Ni libre ni ocupado Ni libre ni ocupado

Elegido Mejor Blog 2006.Ya lo dijo Descartes: ¡Taxi!, luego existo...

Archivo de septiembre, 2013

Al otro lado de la luna

Image 1

Me inyecto en Madrid por una arteria cualquiera, y en el primer semáforo de la Avenida de América detengo mi taxi libre y se me acerca cabizbajo el mismo viejito que ya estaba aquí antes incluso que los brotes verdes. Lleva años en el mismo semáforo, de domingo a domingo, mañana, tarde y parte de la noche, con lluvia o con un sol de injusticia, vendiendo La Farola en una mano y la otra extendida por si a alguien le sobraran cinco céntimos, diez céntimos, o una manzana, o lo que sea. Su método siempre es el mismo: sabe de memoria la frecuencia del semáforo y el número de coches que puede abarcar antes de que torne en verde. Son pocos, la verdad. Como digo, es viejito, y camina encorvado, con pasos cortos.

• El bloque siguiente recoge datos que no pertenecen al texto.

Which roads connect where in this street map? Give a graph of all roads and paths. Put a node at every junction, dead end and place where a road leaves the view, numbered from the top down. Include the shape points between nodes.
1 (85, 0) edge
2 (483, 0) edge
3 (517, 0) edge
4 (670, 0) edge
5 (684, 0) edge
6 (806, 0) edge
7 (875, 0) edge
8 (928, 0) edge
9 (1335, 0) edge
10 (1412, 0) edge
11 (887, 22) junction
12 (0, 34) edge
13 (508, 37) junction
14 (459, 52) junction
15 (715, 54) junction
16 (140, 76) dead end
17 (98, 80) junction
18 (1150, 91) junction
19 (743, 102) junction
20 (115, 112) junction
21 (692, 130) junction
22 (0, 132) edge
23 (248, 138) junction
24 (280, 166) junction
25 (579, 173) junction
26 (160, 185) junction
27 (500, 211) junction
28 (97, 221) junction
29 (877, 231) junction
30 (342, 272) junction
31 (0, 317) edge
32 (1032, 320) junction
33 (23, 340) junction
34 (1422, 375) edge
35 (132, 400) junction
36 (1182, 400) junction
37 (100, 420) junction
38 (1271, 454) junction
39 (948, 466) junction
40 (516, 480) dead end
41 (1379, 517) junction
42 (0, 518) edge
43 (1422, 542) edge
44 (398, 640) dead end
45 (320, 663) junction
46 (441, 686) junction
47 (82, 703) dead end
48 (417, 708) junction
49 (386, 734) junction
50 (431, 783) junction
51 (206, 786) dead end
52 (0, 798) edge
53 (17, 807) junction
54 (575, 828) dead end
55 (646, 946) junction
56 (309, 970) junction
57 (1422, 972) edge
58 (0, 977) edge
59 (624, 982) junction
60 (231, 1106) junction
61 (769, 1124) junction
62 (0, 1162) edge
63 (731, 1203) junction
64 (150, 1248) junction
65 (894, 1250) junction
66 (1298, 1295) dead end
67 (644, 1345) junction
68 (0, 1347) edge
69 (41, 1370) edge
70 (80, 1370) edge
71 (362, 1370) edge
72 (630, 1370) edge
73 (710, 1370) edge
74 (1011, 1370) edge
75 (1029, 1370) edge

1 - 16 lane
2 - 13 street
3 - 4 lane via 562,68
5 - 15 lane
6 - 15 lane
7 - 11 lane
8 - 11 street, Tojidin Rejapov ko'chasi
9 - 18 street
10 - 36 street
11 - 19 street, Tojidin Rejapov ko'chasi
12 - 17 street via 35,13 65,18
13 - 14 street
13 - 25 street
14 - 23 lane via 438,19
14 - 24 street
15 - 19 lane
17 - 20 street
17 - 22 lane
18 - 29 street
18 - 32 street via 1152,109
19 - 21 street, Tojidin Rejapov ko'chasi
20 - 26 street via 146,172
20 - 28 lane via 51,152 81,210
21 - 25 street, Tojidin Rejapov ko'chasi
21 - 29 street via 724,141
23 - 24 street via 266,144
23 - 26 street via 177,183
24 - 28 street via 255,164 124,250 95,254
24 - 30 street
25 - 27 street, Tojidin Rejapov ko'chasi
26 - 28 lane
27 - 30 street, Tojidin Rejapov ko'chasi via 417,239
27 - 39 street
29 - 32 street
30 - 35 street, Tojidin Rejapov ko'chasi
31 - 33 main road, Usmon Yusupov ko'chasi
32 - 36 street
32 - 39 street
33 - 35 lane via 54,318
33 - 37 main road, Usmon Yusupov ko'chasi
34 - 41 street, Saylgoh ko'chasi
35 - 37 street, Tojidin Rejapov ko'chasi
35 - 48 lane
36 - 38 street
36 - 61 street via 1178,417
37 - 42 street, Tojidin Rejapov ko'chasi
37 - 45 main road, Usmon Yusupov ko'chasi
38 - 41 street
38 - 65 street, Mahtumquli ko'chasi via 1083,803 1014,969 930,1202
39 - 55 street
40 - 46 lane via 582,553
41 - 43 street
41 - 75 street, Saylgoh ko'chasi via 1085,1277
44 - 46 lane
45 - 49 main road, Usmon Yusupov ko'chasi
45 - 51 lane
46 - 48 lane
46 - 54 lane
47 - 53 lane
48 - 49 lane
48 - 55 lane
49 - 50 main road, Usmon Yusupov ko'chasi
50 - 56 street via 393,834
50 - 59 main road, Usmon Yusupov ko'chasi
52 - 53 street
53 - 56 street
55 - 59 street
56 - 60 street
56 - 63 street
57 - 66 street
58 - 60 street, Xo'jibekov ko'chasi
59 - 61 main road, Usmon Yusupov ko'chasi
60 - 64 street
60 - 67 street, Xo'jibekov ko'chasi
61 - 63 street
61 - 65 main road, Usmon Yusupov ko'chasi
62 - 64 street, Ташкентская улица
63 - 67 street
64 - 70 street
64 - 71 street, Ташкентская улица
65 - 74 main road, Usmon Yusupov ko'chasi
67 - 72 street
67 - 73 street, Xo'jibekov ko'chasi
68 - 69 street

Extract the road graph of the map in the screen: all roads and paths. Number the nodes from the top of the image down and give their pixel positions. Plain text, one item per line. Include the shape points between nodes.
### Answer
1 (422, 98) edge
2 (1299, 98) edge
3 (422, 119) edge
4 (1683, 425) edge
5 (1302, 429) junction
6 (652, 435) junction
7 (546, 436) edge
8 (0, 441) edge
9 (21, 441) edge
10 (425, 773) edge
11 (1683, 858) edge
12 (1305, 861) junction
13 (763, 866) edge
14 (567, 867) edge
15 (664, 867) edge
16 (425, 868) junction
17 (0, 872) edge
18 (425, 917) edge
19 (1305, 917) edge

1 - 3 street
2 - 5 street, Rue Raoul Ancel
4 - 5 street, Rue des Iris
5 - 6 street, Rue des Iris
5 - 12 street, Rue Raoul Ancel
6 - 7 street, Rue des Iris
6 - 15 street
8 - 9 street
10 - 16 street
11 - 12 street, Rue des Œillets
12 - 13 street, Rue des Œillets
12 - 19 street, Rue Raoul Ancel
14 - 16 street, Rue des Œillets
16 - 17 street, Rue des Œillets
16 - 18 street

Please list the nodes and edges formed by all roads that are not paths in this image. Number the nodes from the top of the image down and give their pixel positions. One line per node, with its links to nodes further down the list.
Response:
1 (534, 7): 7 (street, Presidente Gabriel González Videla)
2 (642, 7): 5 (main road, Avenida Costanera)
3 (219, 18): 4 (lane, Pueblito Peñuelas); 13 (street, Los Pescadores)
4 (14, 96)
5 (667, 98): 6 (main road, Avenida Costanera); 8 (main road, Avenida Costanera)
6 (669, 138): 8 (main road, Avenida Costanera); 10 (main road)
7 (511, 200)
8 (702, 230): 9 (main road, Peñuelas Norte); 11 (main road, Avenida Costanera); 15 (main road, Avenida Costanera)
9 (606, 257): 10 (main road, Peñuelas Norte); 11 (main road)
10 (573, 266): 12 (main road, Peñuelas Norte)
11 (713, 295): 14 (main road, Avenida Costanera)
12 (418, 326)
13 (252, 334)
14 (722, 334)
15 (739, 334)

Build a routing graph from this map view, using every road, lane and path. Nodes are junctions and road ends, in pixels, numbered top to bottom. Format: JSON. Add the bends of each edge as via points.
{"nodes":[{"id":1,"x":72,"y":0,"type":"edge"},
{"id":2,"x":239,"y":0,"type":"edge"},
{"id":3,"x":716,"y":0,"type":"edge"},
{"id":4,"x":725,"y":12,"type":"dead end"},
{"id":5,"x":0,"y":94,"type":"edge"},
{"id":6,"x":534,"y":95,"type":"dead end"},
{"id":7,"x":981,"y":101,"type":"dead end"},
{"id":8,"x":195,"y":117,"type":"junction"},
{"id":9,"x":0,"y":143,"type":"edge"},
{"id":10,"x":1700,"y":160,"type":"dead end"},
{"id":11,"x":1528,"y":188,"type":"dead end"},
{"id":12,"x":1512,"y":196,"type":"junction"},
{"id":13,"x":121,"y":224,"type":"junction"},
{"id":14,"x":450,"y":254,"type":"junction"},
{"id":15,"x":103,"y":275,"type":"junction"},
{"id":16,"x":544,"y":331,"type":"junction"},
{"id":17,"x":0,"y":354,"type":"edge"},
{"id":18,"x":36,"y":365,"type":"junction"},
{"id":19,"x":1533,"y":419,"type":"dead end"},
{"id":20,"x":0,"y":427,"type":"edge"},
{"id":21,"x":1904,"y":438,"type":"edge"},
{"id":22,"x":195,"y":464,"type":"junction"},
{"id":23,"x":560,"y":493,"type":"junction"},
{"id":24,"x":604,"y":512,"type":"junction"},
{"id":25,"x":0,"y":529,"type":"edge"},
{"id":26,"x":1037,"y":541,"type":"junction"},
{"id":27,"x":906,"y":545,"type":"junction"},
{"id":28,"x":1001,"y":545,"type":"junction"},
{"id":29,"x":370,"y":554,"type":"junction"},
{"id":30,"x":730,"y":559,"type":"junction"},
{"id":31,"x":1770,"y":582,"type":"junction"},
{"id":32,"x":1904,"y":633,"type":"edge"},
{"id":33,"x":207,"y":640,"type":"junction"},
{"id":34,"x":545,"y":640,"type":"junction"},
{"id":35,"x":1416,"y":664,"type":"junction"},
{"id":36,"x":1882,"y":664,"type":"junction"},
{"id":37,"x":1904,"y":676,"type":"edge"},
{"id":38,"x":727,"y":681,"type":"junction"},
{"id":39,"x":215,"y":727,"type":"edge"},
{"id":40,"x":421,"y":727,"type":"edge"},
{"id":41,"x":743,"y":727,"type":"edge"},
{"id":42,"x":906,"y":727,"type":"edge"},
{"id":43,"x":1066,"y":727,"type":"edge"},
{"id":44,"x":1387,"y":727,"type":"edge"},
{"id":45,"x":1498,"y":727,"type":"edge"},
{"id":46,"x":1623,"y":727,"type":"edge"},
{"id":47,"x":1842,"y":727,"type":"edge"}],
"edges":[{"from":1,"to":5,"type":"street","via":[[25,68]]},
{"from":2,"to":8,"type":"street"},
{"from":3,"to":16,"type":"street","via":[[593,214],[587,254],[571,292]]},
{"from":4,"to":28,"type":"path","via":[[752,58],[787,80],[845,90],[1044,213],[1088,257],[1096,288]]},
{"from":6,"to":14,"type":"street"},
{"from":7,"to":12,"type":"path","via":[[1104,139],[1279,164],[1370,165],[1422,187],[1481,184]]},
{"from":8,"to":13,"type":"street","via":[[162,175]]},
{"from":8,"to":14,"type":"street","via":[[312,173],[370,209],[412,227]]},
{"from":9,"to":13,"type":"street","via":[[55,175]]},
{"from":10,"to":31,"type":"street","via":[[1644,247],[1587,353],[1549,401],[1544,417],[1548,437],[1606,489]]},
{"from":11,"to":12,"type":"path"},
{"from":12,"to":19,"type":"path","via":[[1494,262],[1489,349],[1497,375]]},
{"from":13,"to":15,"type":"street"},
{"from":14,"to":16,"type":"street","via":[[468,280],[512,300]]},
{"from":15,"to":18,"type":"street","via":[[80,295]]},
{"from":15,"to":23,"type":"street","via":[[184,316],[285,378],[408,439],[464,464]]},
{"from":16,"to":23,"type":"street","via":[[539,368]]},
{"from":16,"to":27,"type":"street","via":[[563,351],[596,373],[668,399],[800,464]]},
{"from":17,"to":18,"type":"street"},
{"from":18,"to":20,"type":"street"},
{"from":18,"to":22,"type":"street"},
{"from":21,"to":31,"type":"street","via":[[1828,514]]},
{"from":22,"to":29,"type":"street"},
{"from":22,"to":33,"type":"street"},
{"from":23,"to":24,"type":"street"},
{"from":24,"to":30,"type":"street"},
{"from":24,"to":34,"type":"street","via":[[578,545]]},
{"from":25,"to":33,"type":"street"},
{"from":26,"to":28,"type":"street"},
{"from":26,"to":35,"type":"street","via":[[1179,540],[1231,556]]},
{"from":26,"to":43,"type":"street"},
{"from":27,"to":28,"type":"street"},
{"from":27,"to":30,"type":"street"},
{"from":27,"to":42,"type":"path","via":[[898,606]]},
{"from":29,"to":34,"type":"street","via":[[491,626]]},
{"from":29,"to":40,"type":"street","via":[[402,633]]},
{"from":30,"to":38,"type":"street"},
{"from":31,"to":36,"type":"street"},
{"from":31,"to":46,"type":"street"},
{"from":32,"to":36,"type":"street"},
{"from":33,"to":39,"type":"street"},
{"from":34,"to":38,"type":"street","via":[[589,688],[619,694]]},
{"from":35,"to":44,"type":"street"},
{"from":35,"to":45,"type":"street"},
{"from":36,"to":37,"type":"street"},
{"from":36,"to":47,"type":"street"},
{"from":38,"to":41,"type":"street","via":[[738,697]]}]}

Sigo la marcha y apenas dos semáforos después, cuando Avenida de América se tiñe de María de Molina, hay otro hombre de aspecto algo más desaliñado que se ofrece a limpiarte la luna lunera; y aquí los coches se muestran incómodos, intentando sortearle o dejando un espacio para evitar que se acerque o acelerando brusco si al final se acerca. Pero el hombre insiste o más bien el hambre del hombre insiste sacando fuerzas del envés del alma. El mismo hambre que el viejito anterior, pero de aspecto más rumano. Y como todo el mundo sabe hay rumanos, o sirios, o somalíes que vinieron a España a pasar hambre por encima de sus posibilidades. Y como todo el mundo sabe, los rumanos y los negritos pobres que aquí te ayudan a aparcar tu coche de decenas de miles de euros o venden bolsos de imitación a falsas millonarias sólo dan lástima si salen por la tele, a ser posible con moscas en la comisura de los labios, a ser posible en alta definición o esa nueva tecnología LED que resalta el brillo de las lágrimas. Aquí en la calle y en directo sólo consiguen afear el selecto paisaje de las grandes avenidas. Incomodan a los cómodos porque al toparse con ellos no pueden cambiar de canal.

Al semáforo siguiente, apenas cien metros después, no es uno, sino dos los que se acercan a ofrecerme pañuelos de papel a cambio de la voluntad. En este caso parecen padre e hijo. El chaval, que apenas tendrá doce años, lleva el pantalón sujeto con una cuerda y va descalzo. Yo a su edad soñaba con ser taxista.

Un amor envasado al vacío

envasado vacio

La pareja tomó mi taxi en el aeropuerto, él arrastrando una enorme maleta (en cuyo vientre llevaría la ropa apelotonada que usaron en vacaciones, tal vez también las chanclas y los botes de after shave y de champú con el sello del hotel, y un par de toallas aún con trazas de arena de playa como posos de recuerdos cadáver). Ella, por su parte, sólo llevaba un pequeño bolso TOUS (falso) y un paquete de ensaimadas de Mallorca atado con un cordel. Treinta y pocos años ambos. Sin hijos a la vista.

Tomaron mi taxi, como digo, primero él y al rato ella, guardando una distancia aséptica que parecía un muro, o ese cristal que separa al visitante del reo (no sabría decir cuál era el reo; tal vez los dos). Luego, ya sentados, me indicaron su casa por destino y viajaron en silencio, cada uno en una esquina del asiento trasero, mirando el paisaje o el móvil o las uñas, pero nunca el uno al otro. Y a través del espejo y del silencio leí en sus gestos la pactada derrota de un amor envasado al vacío, sin fecha de caducidad pero insípido; como quien decide dejarse arrastrar por la marea del otro, o poner la mano en el fuego del otro sin miedo a quemarse porque ya estaban los dos quemados.

Y después de unas vacaciones calmas, sin novedades, seguirán con juntos, como siempre, como un pack de leche 2×1 del supermercado, pero esos silencios serán cada vez más largos, sólo interrumpidos por anécdotas del día a día, buscando en cualquier caso el bucle eterno, la rutina. Un bostezo disimulado. La anestesia consentida.

Pero lo atónito del asunto es que, estoy seguro, si me atreviera a preguntarles si se quieren, si son felices, me dirían al unísono que sí, que por supuesto. Que no conciben otra vida distinta a ésta. Y no mentirían.